● Problem statement:
When you transcribe the entries below, keep the wording exact and omit the pictures.

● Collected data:
=== Section Start ===

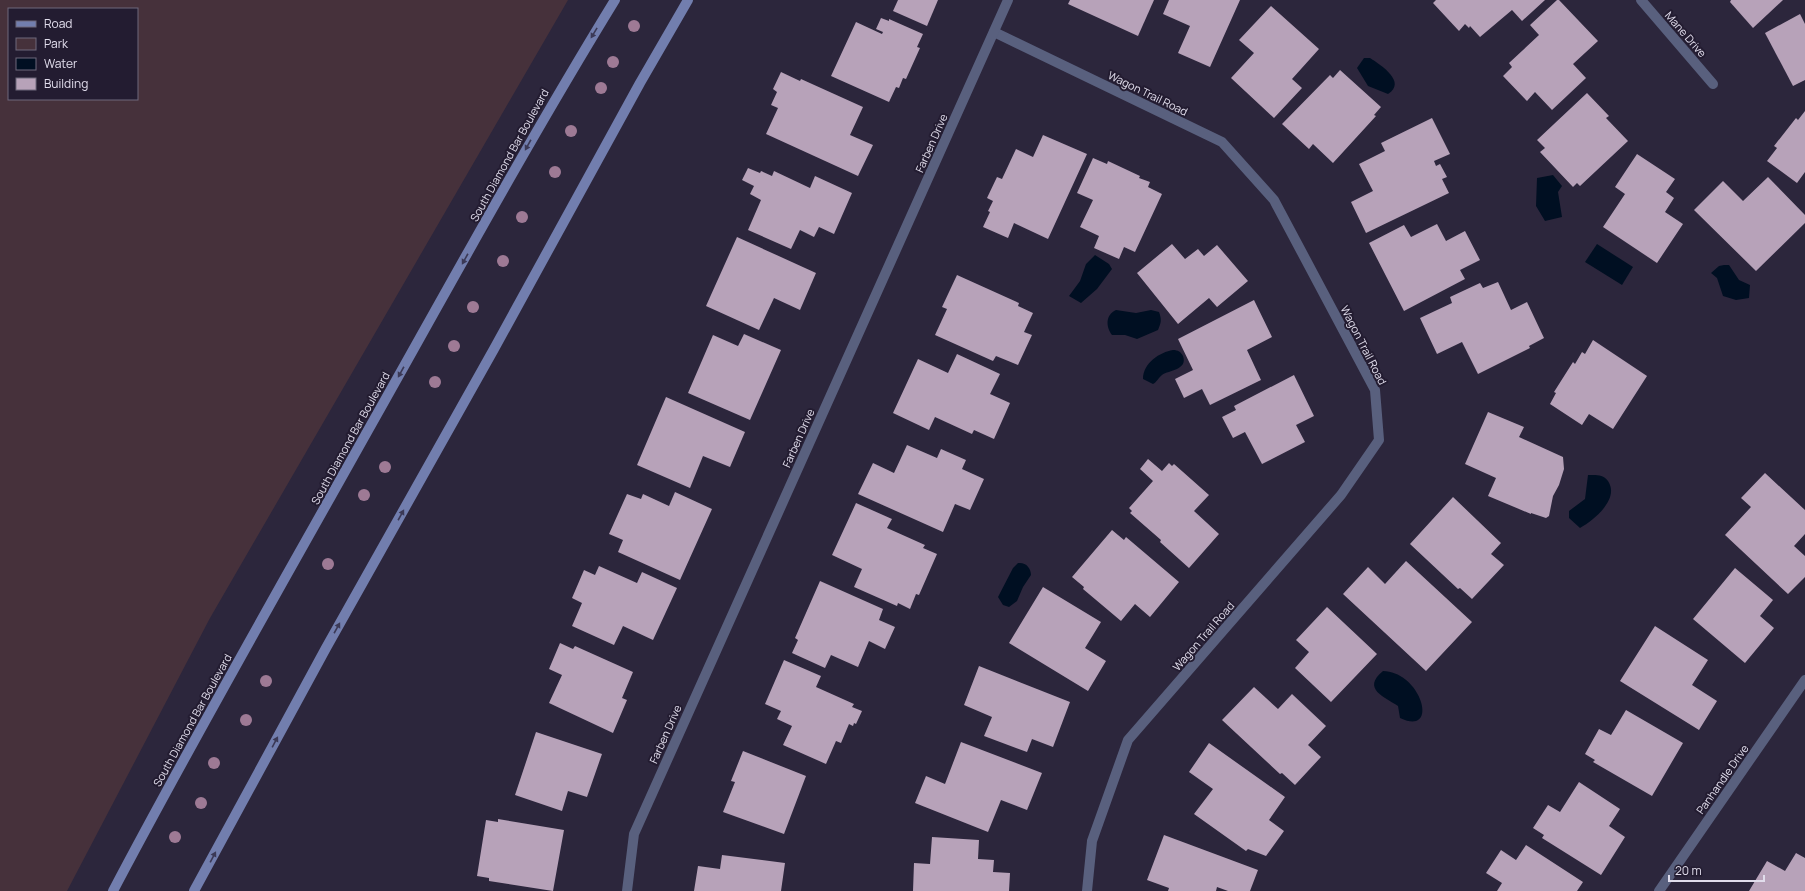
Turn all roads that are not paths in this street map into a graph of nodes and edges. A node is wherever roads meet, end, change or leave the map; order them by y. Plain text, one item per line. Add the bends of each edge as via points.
1 (615, 0) edge
2 (688, 0) edge
3 (1008, 0) edge
4 (1641, 0) edge
5 (994, 32) junction
6 (1713, 84) dead end
7 (1805, 680) edge
8 (114, 891) edge
9 (194, 891) edge
10 (627, 891) edge
11 (1087, 891) edge
12 (1660, 891) edge

1 -> 8 main road, South Diamond Bar Boulevard via 558,92 170,784
9 -> 2 main road via 326,648
3 - 5 street, Farben Drive
4 - 6 street, Mane Drive
5 - 10 street, Farben Drive via 634,834
5 - 11 street, Wagon Trail Road via 1222,142 1274,200 1375,390 1379,440 1345,489 1128,740 1092,841
7 - 12 street, Panhandle Drive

=== Section End ===

● Output of the exercise:
Turn all roads that are not paths in this street map into a graph of nodes and edges. A node is wherever roads meet, end, change or leave the map; order them by y. Plain text, one item per line. Add the bends of each edge as via points.
1 (615, 0) edge
2 (688, 0) edge
3 (1008, 0) edge
4 (1641, 0) edge
5 (994, 32) junction
6 (1713, 84) dead end
7 (1805, 680) edge
8 (114, 891) edge
9 (194, 891) edge
10 (627, 891) edge
11 (1087, 891) edge
12 (1660, 891) edge

1 -> 8 main road, South Diamond Bar Boulevard via 558,92 170,784
9 -> 2 main road via 326,648
3 - 5 street, Farben Drive
4 - 6 street, Mane Drive
5 - 10 street, Farben Drive via 634,834
5 - 11 street, Wagon Trail Road via 1222,142 1274,200 1375,390 1379,440 1345,489 1128,740 1092,841
7 - 12 street, Panhandle Drive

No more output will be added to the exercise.